[Data excerpts]
──────────────────────────────

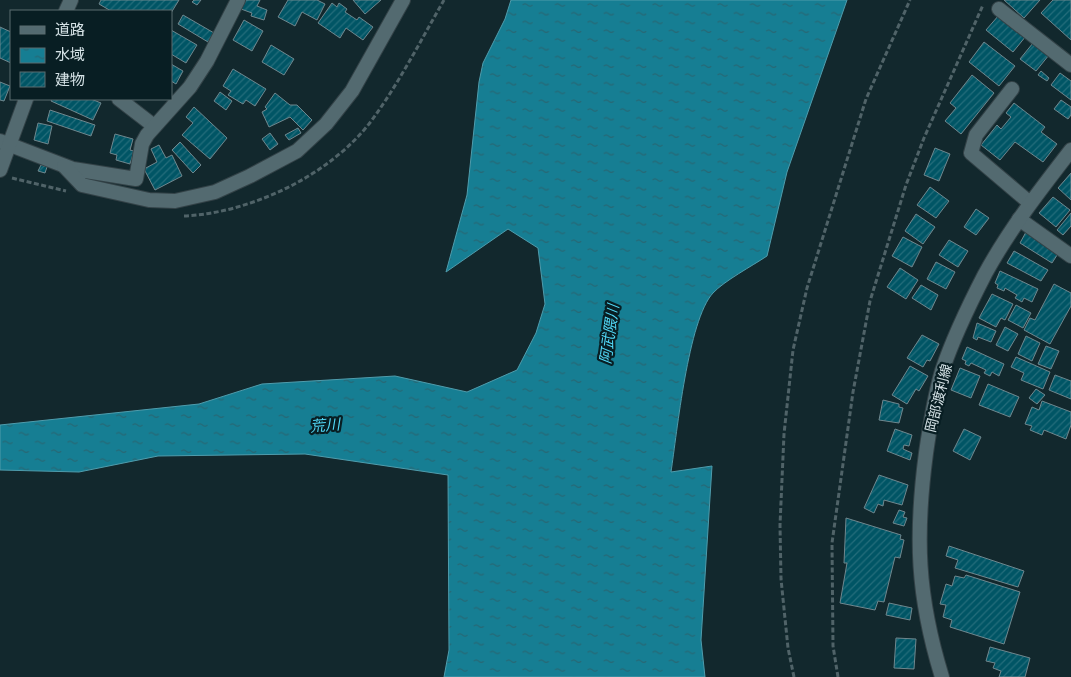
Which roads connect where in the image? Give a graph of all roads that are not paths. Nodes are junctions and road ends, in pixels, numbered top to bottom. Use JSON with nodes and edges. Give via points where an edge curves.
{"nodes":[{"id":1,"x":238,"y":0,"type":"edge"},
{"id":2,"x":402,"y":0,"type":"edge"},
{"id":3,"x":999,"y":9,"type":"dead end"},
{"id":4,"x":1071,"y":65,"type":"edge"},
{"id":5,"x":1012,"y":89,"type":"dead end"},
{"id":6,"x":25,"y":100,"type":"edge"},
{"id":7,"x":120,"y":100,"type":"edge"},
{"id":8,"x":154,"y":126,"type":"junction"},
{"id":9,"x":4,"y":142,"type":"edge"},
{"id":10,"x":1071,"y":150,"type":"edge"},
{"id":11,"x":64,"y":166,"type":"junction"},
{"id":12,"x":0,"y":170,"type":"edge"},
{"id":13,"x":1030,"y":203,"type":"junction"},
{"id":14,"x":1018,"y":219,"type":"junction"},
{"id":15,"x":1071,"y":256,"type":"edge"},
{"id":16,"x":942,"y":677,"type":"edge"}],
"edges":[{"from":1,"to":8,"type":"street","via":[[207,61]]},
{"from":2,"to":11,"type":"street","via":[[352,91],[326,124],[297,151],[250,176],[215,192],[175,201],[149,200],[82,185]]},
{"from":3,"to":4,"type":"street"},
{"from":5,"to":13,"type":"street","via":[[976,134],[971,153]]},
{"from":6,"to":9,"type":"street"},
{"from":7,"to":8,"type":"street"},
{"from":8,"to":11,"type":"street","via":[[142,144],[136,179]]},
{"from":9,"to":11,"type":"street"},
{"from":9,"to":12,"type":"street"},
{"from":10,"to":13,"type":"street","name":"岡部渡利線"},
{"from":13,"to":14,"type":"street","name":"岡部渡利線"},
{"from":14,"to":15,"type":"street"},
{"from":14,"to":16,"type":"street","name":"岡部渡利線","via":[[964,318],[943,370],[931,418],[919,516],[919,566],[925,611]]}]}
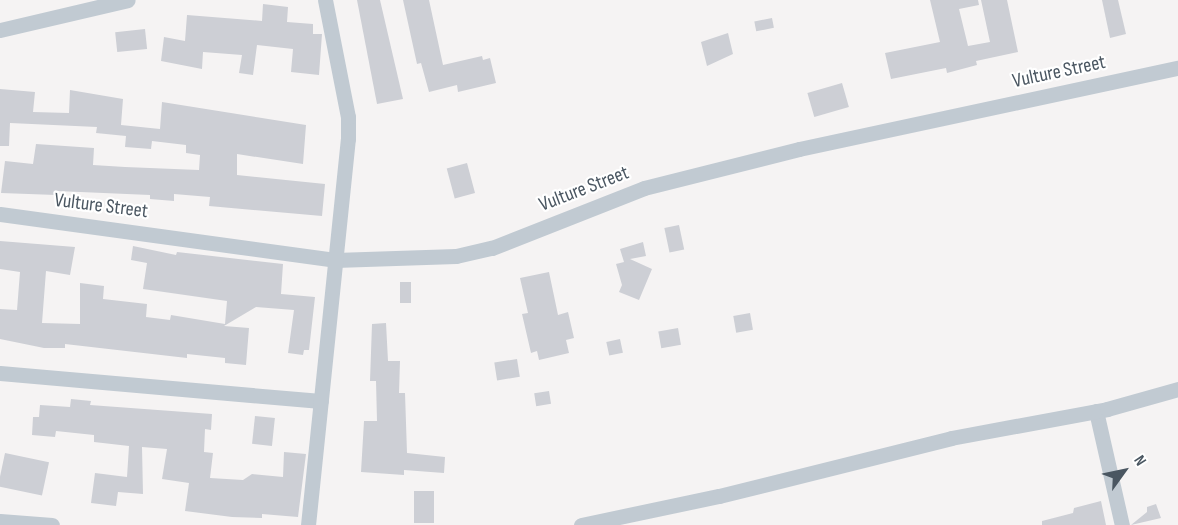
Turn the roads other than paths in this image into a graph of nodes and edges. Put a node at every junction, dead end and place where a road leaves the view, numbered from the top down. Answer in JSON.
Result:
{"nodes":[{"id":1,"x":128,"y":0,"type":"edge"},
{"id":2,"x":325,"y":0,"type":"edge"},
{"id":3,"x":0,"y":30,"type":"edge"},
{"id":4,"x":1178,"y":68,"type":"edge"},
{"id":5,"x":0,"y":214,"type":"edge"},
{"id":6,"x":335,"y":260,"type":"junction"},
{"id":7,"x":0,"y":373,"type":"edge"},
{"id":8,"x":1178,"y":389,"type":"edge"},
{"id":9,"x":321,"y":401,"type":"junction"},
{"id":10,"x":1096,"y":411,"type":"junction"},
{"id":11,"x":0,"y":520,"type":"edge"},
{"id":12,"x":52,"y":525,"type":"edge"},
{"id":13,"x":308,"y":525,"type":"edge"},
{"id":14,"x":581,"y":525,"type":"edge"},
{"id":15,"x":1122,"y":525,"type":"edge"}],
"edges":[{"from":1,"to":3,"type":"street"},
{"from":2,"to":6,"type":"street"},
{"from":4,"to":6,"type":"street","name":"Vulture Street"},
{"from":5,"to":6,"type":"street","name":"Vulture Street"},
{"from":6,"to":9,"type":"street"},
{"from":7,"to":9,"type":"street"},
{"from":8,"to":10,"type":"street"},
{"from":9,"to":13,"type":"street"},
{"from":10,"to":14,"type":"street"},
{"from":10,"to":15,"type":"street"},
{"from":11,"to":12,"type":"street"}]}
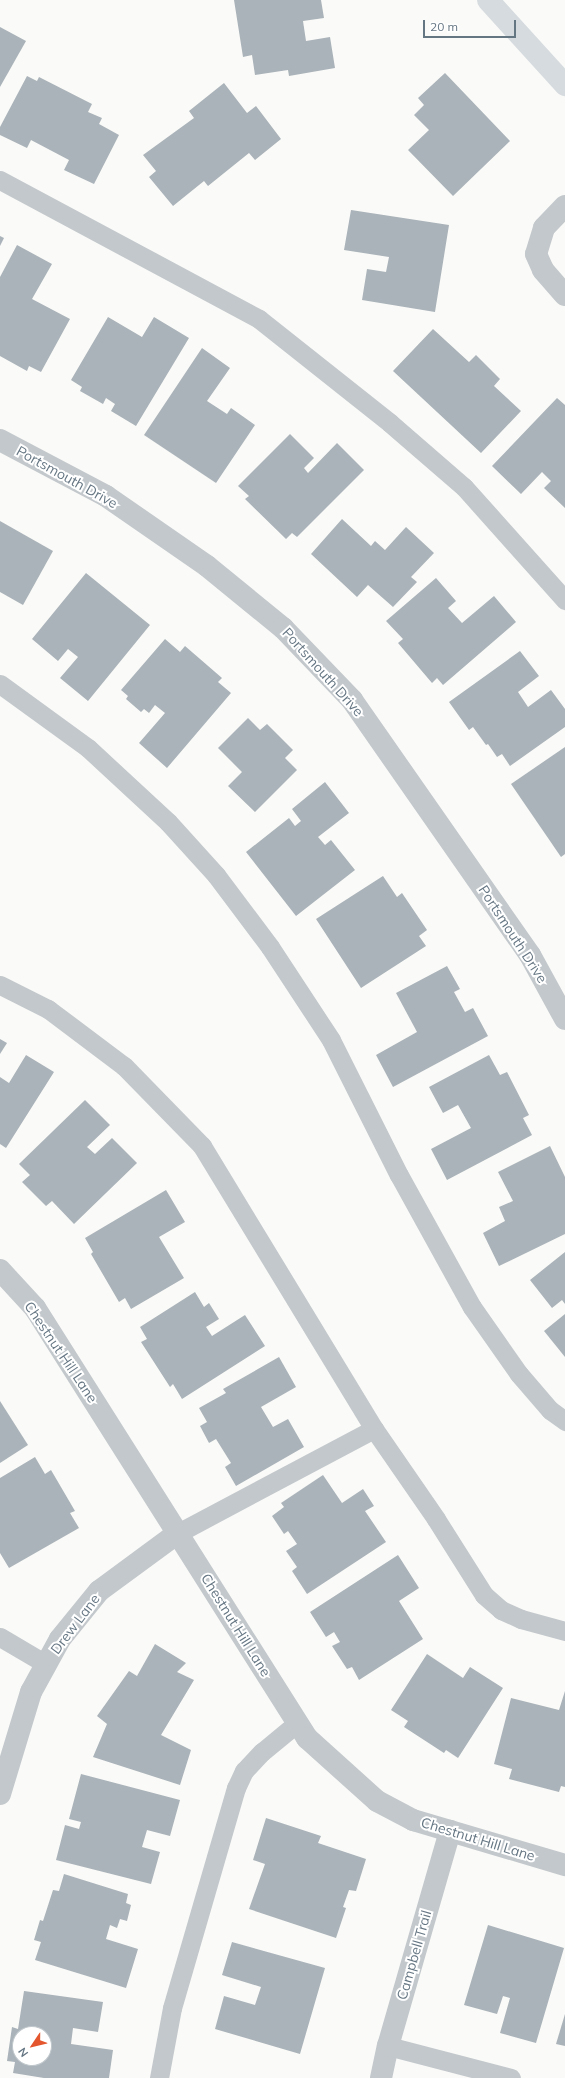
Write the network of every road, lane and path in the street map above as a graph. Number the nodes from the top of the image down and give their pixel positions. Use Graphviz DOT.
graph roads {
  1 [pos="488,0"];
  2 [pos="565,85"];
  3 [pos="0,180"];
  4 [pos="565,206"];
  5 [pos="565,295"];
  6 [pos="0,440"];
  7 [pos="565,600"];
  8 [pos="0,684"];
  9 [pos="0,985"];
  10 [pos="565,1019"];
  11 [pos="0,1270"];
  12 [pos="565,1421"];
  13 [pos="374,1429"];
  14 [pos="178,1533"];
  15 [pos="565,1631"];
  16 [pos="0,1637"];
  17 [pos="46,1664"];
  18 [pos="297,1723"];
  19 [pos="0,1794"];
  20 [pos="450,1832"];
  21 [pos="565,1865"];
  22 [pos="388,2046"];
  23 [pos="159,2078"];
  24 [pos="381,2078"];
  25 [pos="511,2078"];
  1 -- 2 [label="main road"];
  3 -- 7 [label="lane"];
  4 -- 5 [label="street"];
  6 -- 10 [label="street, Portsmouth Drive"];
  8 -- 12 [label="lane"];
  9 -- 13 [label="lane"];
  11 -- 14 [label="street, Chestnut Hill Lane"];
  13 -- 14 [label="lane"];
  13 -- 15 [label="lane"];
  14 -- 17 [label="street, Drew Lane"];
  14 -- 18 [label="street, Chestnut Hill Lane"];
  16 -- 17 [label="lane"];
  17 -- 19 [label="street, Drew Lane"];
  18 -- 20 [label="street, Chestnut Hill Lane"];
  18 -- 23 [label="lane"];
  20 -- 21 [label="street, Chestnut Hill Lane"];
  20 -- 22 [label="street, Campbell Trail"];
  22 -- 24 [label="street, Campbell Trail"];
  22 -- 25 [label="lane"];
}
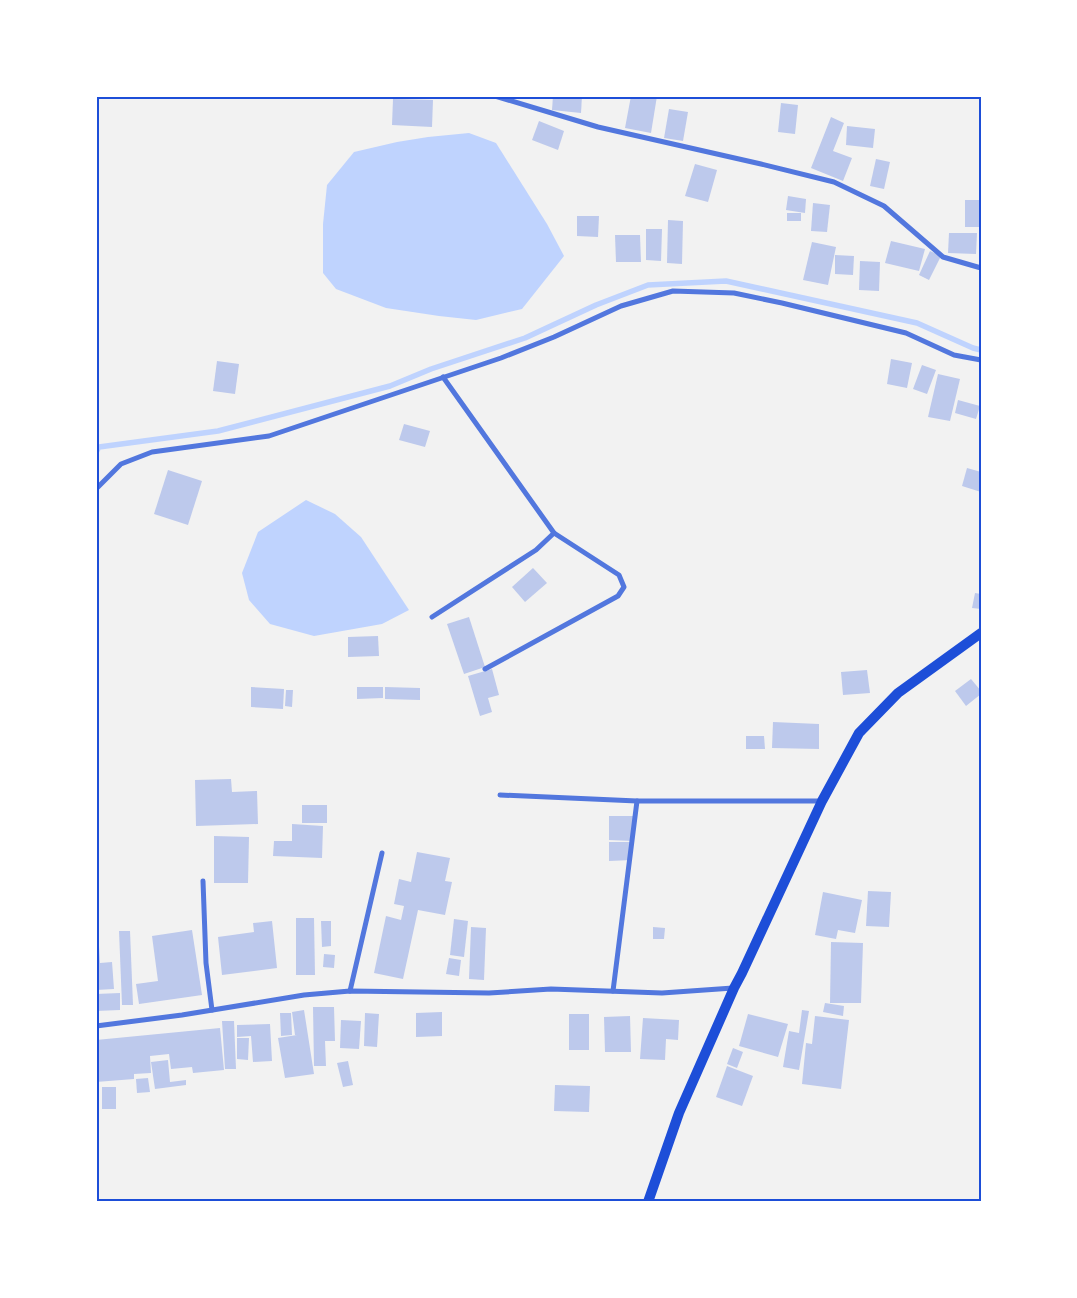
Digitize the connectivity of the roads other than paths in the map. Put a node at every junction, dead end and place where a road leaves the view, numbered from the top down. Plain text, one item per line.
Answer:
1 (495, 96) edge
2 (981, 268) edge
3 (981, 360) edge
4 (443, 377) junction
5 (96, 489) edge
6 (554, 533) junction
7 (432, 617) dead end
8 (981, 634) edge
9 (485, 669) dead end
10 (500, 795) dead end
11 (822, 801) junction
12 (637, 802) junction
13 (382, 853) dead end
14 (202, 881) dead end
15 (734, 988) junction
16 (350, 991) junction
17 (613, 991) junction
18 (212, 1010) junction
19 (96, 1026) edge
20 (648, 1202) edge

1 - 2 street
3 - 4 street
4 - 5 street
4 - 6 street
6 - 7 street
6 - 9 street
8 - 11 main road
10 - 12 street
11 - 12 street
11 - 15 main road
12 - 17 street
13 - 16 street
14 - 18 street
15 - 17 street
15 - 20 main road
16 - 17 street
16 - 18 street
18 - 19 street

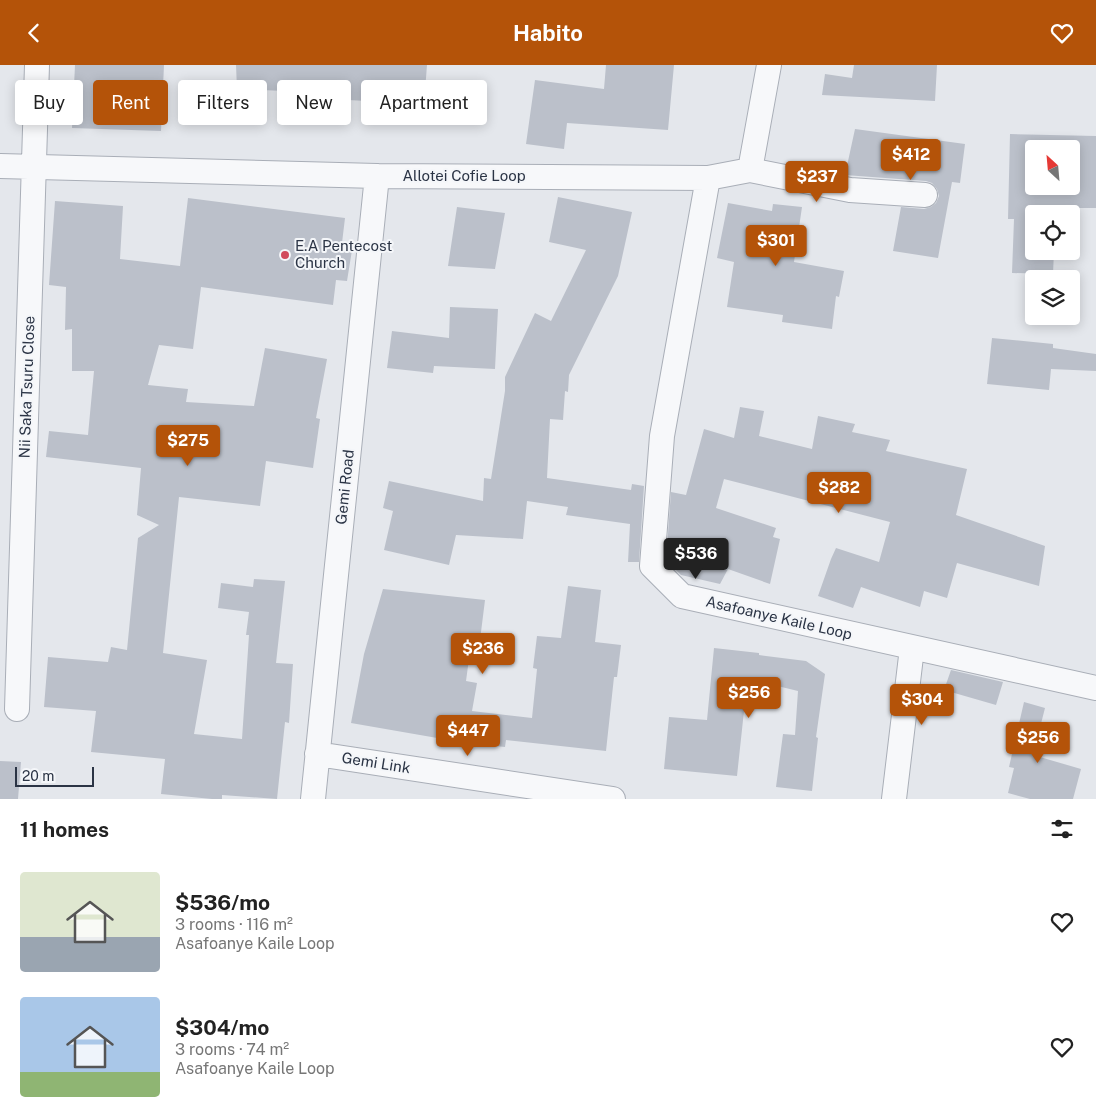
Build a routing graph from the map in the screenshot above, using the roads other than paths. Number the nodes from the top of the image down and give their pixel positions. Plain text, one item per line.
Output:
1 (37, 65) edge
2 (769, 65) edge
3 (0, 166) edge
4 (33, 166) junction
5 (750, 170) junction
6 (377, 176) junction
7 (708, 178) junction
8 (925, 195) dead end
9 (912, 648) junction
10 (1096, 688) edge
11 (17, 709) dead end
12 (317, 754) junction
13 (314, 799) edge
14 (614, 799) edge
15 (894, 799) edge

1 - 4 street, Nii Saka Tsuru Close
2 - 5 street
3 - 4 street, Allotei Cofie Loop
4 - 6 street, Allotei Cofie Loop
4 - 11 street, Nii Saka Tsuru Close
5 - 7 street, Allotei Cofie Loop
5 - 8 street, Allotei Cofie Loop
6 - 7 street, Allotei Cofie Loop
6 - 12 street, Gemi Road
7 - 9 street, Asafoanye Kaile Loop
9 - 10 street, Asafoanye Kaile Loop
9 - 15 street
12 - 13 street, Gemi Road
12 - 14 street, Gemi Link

──────────────────────────────

■ TASK PROMPT: Every entry must be retyped exactly, with the pictures removed.

■ RESULT BELOW:
Which roads connect where in the image? Give a graph of all roads that are not paths. Nodes are junctions and road ends, in pixels, numbered top to bottom. Use JSON with nodes and edges. Give via points where an edge curves.
{"nodes":[{"id":1,"x":238,"y":0,"type":"edge"},
{"id":2,"x":402,"y":0,"type":"edge"},
{"id":3,"x":999,"y":9,"type":"dead end"},
{"id":4,"x":1071,"y":65,"type":"edge"},
{"id":5,"x":1012,"y":89,"type":"dead end"},
{"id":6,"x":25,"y":100,"type":"edge"},
{"id":7,"x":120,"y":100,"type":"edge"},
{"id":8,"x":154,"y":126,"type":"junction"},
{"id":9,"x":4,"y":142,"type":"edge"},
{"id":10,"x":1071,"y":150,"type":"edge"},
{"id":11,"x":64,"y":166,"type":"junction"},
{"id":12,"x":0,"y":170,"type":"edge"},
{"id":13,"x":1030,"y":203,"type":"junction"},
{"id":14,"x":1018,"y":219,"type":"junction"},
{"id":15,"x":1071,"y":256,"type":"edge"},
{"id":16,"x":942,"y":677,"type":"edge"}],
"edges":[{"from":1,"to":8,"type":"street","via":[[207,61]]},
{"from":2,"to":11,"type":"street","via":[[352,91],[326,124],[297,151],[250,176],[215,192],[175,201],[149,200],[82,185]]},
{"from":3,"to":4,"type":"street"},
{"from":5,"to":13,"type":"street","via":[[976,134],[971,153]]},
{"from":6,"to":9,"type":"street"},
{"from":7,"to":8,"type":"street"},
{"from":8,"to":11,"type":"street","via":[[142,144],[136,179]]},
{"from":9,"to":11,"type":"street"},
{"from":9,"to":12,"type":"street"},
{"from":10,"to":13,"type":"street","name":"岡部渡利線"},
{"from":13,"to":14,"type":"street","name":"岡部渡利線"},
{"from":14,"to":15,"type":"street"},
{"from":14,"to":16,"type":"street","name":"岡部渡利線","via":[[964,318],[943,370],[931,418],[919,516],[919,566],[925,611]]}]}
Turn the roads other than paths in this image into a graph of nodes and edges. Put a node at every junction, dead end and place where a road leaves the view, numbered from the top down. Answer in JSON.
Result:
{"nodes":[{"id":1,"x":128,"y":0,"type":"edge"},
{"id":2,"x":325,"y":0,"type":"edge"},
{"id":3,"x":0,"y":30,"type":"edge"},
{"id":4,"x":1178,"y":68,"type":"edge"},
{"id":5,"x":0,"y":214,"type":"edge"},
{"id":6,"x":335,"y":260,"type":"junction"},
{"id":7,"x":0,"y":373,"type":"edge"},
{"id":8,"x":1178,"y":389,"type":"edge"},
{"id":9,"x":321,"y":401,"type":"junction"},
{"id":10,"x":1096,"y":411,"type":"junction"},
{"id":11,"x":0,"y":520,"type":"edge"},
{"id":12,"x":52,"y":525,"type":"edge"},
{"id":13,"x":308,"y":525,"type":"edge"},
{"id":14,"x":581,"y":525,"type":"edge"},
{"id":15,"x":1122,"y":525,"type":"edge"}],
"edges":[{"from":1,"to":3,"type":"street"},
{"from":2,"to":6,"type":"street"},
{"from":4,"to":6,"type":"street","name":"Vulture Street"},
{"from":5,"to":6,"type":"street","name":"Vulture Street"},
{"from":6,"to":9,"type":"street"},
{"from":7,"to":9,"type":"street"},
{"from":8,"to":10,"type":"street"},
{"from":9,"to":13,"type":"street"},
{"from":10,"to":14,"type":"street"},
{"from":10,"to":15,"type":"street"},
{"from":11,"to":12,"type":"street"}]}
Write the network of every road, lane and path in the street map above as a graph. Number the nodes from the top of the image down and give their pixel positions. Use Graphviz DOT.
graph roads {
  1 [pos="488,0"];
  2 [pos="565,85"];
  3 [pos="0,180"];
  4 [pos="565,206"];
  5 [pos="565,295"];
  6 [pos="0,440"];
  7 [pos="565,600"];
  8 [pos="0,684"];
  9 [pos="0,985"];
  10 [pos="565,1019"];
  11 [pos="0,1270"];
  12 [pos="565,1421"];
  13 [pos="374,1429"];
  14 [pos="178,1533"];
  15 [pos="565,1631"];
  16 [pos="0,1637"];
  17 [pos="46,1664"];
  18 [pos="297,1723"];
  19 [pos="0,1794"];
  20 [pos="450,1832"];
  21 [pos="565,1865"];
  22 [pos="388,2046"];
  23 [pos="159,2078"];
  24 [pos="381,2078"];
  25 [pos="511,2078"];
  1 -- 2 [label="main road"];
  3 -- 7 [label="lane"];
  4 -- 5 [label="street"];
  6 -- 10 [label="street, Portsmouth Drive"];
  8 -- 12 [label="lane"];
  9 -- 13 [label="lane"];
  11 -- 14 [label="street, Chestnut Hill Lane"];
  13 -- 14 [label="lane"];
  13 -- 15 [label="lane"];
  14 -- 17 [label="street, Drew Lane"];
  14 -- 18 [label="street, Chestnut Hill Lane"];
  16 -- 17 [label="lane"];
  17 -- 19 [label="street, Drew Lane"];
  18 -- 20 [label="street, Chestnut Hill Lane"];
  18 -- 23 [label="lane"];
  20 -- 21 [label="street, Chestnut Hill Lane"];
  20 -- 22 [label="street, Campbell Trail"];
  22 -- 24 [label="street, Campbell Trail"];
  22 -- 25 [label="lane"];
}
Digitize the connectivity of the roads other than paths in the map. Put a node at every junction, dead end and place where a road leaves the view, numbered from the top down. Plain text, one item per line.
Answer:
1 (495, 96) edge
2 (981, 268) edge
3 (981, 360) edge
4 (443, 377) junction
5 (96, 489) edge
6 (554, 533) junction
7 (432, 617) dead end
8 (981, 634) edge
9 (485, 669) dead end
10 (500, 795) dead end
11 (822, 801) junction
12 (637, 802) junction
13 (382, 853) dead end
14 (202, 881) dead end
15 (734, 988) junction
16 (350, 991) junction
17 (613, 991) junction
18 (212, 1010) junction
19 (96, 1026) edge
20 (648, 1202) edge

1 - 2 street
3 - 4 street
4 - 5 street
4 - 6 street
6 - 7 street
6 - 9 street
8 - 11 main road
10 - 12 street
11 - 12 street
11 - 15 main road
12 - 17 street
13 - 16 street
14 - 18 street
15 - 17 street
15 - 20 main road
16 - 17 street
16 - 18 street
18 - 19 street

Build a routing graph from the map in the screenshot above, using the roads other than paths. Number the nodes from the top of the image down and give their pixel positions. Plain text, one item per line.
Output:
1 (37, 65) edge
2 (769, 65) edge
3 (0, 166) edge
4 (33, 166) junction
5 (750, 170) junction
6 (377, 176) junction
7 (708, 178) junction
8 (925, 195) dead end
9 (912, 648) junction
10 (1096, 688) edge
11 (17, 709) dead end
12 (317, 754) junction
13 (314, 799) edge
14 (614, 799) edge
15 (894, 799) edge

1 - 4 street, Nii Saka Tsuru Close
2 - 5 street
3 - 4 street, Allotei Cofie Loop
4 - 6 street, Allotei Cofie Loop
4 - 11 street, Nii Saka Tsuru Close
5 - 7 street, Allotei Cofie Loop
5 - 8 street, Allotei Cofie Loop
6 - 7 street, Allotei Cofie Loop
6 - 12 street, Gemi Road
7 - 9 street, Asafoanye Kaile Loop
9 - 10 street, Asafoanye Kaile Loop
9 - 15 street
12 - 13 street, Gemi Road
12 - 14 street, Gemi Link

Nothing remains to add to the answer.